Re-write above equation as, \begin{align} \frac{\mathrm{d}v}{\mathrm{d}x}\cdot\frac{\mathrm{d}x}{\mathrm{d}t} &=v\frac{\mathrm{d}v}{\mathrm{d}t} \\ &=-\frac{k}{m+M}\;x.\nonumber \end{align} Integrate, \begin{align} \int\! v\,\mathrm{d}v=-\frac{k}{m+M}\int\! x\,\mathrm{d}x,\nonumber \end{align} to get, \begin{align} \frac{v^2}{2}=-\frac{k}{m+M}\;\frac{x^2}{2}+C.\nonumber \end{align} Initially, $v=0$ at $x=-l$. Substitute in the above equation to get $C=\frac{kl^2}{2(m+M)}$ and the speed, \begin{align} v=\sqrt{\frac{k}{m+M} (l^2-x^2)}.\nonumber \end{align} The speed at the equilibrium point O is, \begin{align} v_0=\sqrt{\frac{k}{m+M}}\;l.\nonumber \end{align} As the piston moves to the right of O, spring force starts acting towards the left. The piston gets decelerated, and its speed reduces. However, the marble continues to move with speed $v_0$. The marble lose contact at the point O with speed \begin{align} v_0=\sqrt{\frac{k}{m+M}}\;l. \end{align}

**Problem (JEE Mains 2012):**
If two springs $\mathrm{S_1}$ and $\mathrm{S_2}$ of force constants $k_1$ and $k_2$, respectively, are stretched by the same force, it is found that more work is done on spring $\mathrm{S_1}$ than on spring $\mathrm{S_2}$.

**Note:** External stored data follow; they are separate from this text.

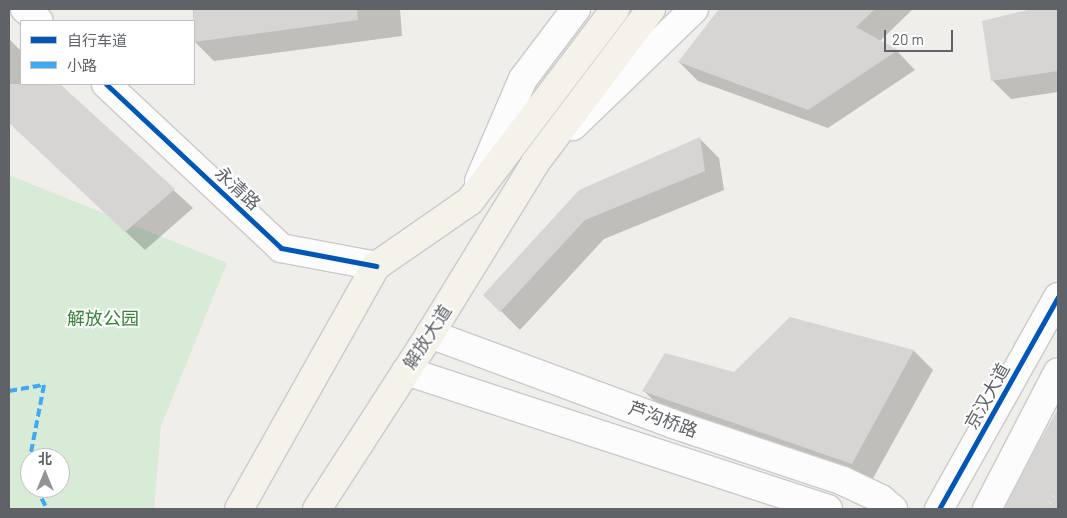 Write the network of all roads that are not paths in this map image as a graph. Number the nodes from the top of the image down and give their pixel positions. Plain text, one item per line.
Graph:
1 (25, 9) edge
2 (576, 9) edge
3 (615, 9) edge
4 (652, 9) edge
5 (694, 9) edge
6 (38, 20) edge
7 (107, 85) edge
8 (535, 163) junction
9 (470, 201) junction
10 (376, 266) junction
11 (1058, 297) edge
12 (430, 334) junction
13 (406, 370) junction
14 (1058, 372) edge
15 (239, 509) edge
16 (317, 509) edge
17 (828, 509) edge
18 (893, 509) edge
19 (939, 509) edge
20 (987, 509) edge

1 - 6 main road
2 - 9 main road
3 - 9 main road
4 - 8 main road, 解放大道
5 - 8 main road, 解放大道
7 - 10 main road, 永清路
8 - 12 main road, 解放大道
9 - 10 main road
10 - 15 main road
11 - 19 main road, 京汉大道
12 - 13 main road, 解放大道
12 - 18 main road, 芦沟桥路
13 - 16 main road, 解放大道
13 - 17 main road, 芦沟桥路
14 - 20 main road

**Statement 1** If stretched by the same amount, work done on $\mathrm{S_1}$, will be more than that on $\mathrm{S_2}$.

**Statement 2** $k_1 < k_2$.

- Statement 1 is true, statement 2 is true; statement 2 is a correct explanation for statement 1.
- Statement 1 is true, statement 2 is true; statement 2 is not a correct explanation for statement 1.
- Statement 1 is true, statement 2 is false.
- Statement 1 is false, statement 2 is true.

**Solution:**
Let springs $\mathrm{S}_1$ and $\mathrm{S}_2$ are stretched by the same force $F$. The springs gets elongated by,
\begin{align}
x_1 & =F/k_1, \\
x_2 & =F/k_2.\nonumber
\end{align}
The work done on the spring is equal to its potential energy. The work done on the springs $\mathrm{S}_1$ and $\mathrm{S}_2$ when they are stretched by the same force is,
\begin{align}
W_1 & =\frac{1}{2}k_1 x_1^2 \\
&=\frac{F^2}{2k_1}, \\
W_2&=\frac{1}{2}k_2 x_2^2 \\
&=\frac{F^2}{2k_2}.\nonumber
\end{align}
The condition $W_1 > W_2$ gives $k_1 < k_2$.

The work done on springs $\mathrm{S}_1$ and $\mathrm{S}_2$ when they are stretched by the same amount (length) is, \begin{align} W_1^\prime & =\frac{1}{2}k_1 x^2,\\ W_2^\prime & =\frac{1}{2}k_2 x^2.\nonumber \end{align} The condition $k_1 < k_2$ gives $W_1^\prime < W_2^\prime$.